# Forum Home Renovation Concreting  HELP: Understanding footing reinforcement detail

## cube3

Hi all
My first time looking at structural drawings and wanting to understand the detail required for my footings 
QUERY 1: Strip Footings to Perimeter (300W x 600D)    1. Drawing says T&B Bar: 3-L11TM (Or 3-N12) - is this the 200mm wide, 3 bar trench mesh 11mm thick? 
2. How high do the stirrups have to be? 600mm or do i need clearance from bottom and top
3. Do I need to sit the reo cages on chairs?
4. What does the N-12 @ 400 grouting mean? Does this mean i need to put a N-12 bar every 400mm between the 2 bricks and infill the cavity with grout?  QUERY 2: Brick Pad Footings    1. Drawing says N-16 @ 200 with 300 COG EW - what does this mean? I don't understand what the reinforcement detail required is
2. Do i only need reinforcement on the bottom and therefore no stirrups are required?   Really appreciate any insight/knowledge/tips!!!!! Thanks all

----------


## cherub

QUERY 1: Strip Footings to Perimeter (300W x 600D)
1. Drawing says T&B Bar: 3-L11TM (Or 3-N12) - is this the 200mm wide, 3 bar trench mesh 11mm thick?  Yes 
2. How high do the stirrups have to be? 600mm or do i need clearance from bottom and top Normally 50mm clearance 
3. Do I need to sit the reo cages on chairs?
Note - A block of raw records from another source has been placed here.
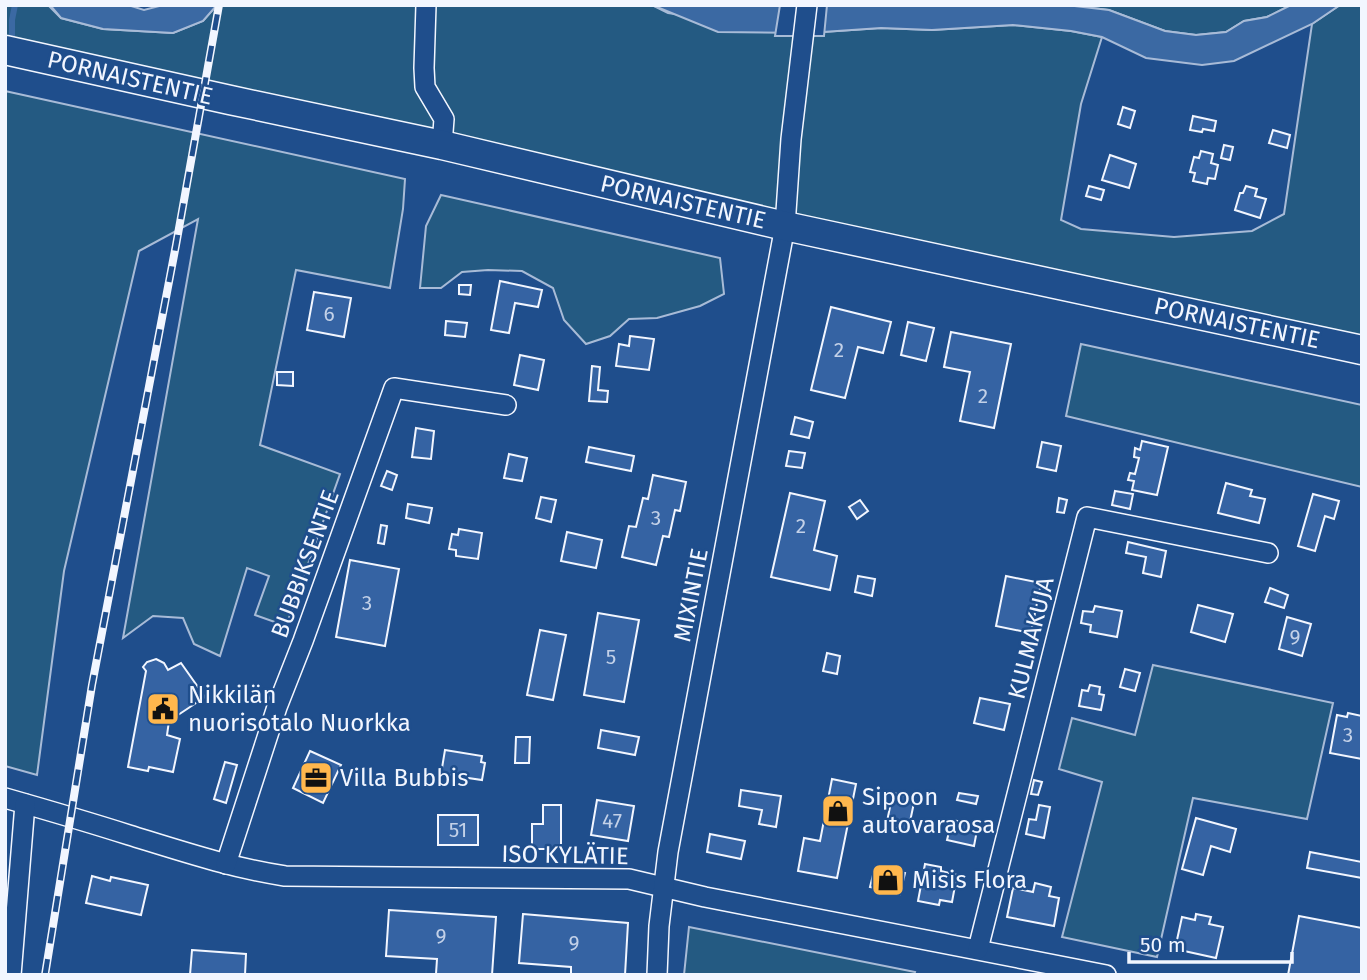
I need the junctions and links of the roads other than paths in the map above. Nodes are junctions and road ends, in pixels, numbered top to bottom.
1 (426, 5) edge
2 (807, 5) edge
3 (5, 50) edge
4 (442, 145) junction
5 (785, 226) junction
6 (1362, 349) edge
7 (506, 405) dead end
8 (1268, 553) dead end
9 (5, 798) edge
10 (25, 804) junction
11 (226, 864) junction
12 (664, 887) junction
13 (978, 949) junction
14 (11, 975) edge
15 (657, 975) edge
16 (1106, 975) edge

1 - 4 street
2 - 5 street, MIXINTIE
3 - 4 street, PORNAISTENTIE
4 - 5 street, PORNAISTENTIE
5 - 6 street, PORNAISTENTIE
5 - 12 street, MIXINTIE
7 - 11 street, BUBBIKSENTIE
8 - 13 street, KULMAKUJA
9 - 10 street, ISO KYLÄTIE
10 - 11 street, ISO KYLÄTIE
10 - 14 street
11 - 12 street, ISO KYLÄTIE
12 - 13 street, ISO KYLÄTIE
12 - 15 street, MIXINTIE
13 - 16 street, ISO KYLÄTIE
You could use Trench mesh supports 
4. What does the N-12 @ 400 grouting mean? Does this mean i need to put a N-12 bar every 400mm between the 2 bricks and infill the cavity with grout? Yes, i would ask if you can chemset after concrete  
 QUERY 2: Brick Pad Footings 1. Drawing says N-16 @ 200 with 300 COG EW - what does this mean? I don't understand what the reinforcement detail required is 16mm bar at 200mm centers with 90deg bend at both ends (COG, center of gravity), then you have 16mm bars perpendicular (length of trench) tie at intersections 
2. Do i only need reinforcement on the bottom and therefore no stirrups are required? Do you mean chairs?, would use plastic chairs, check cover needed

----------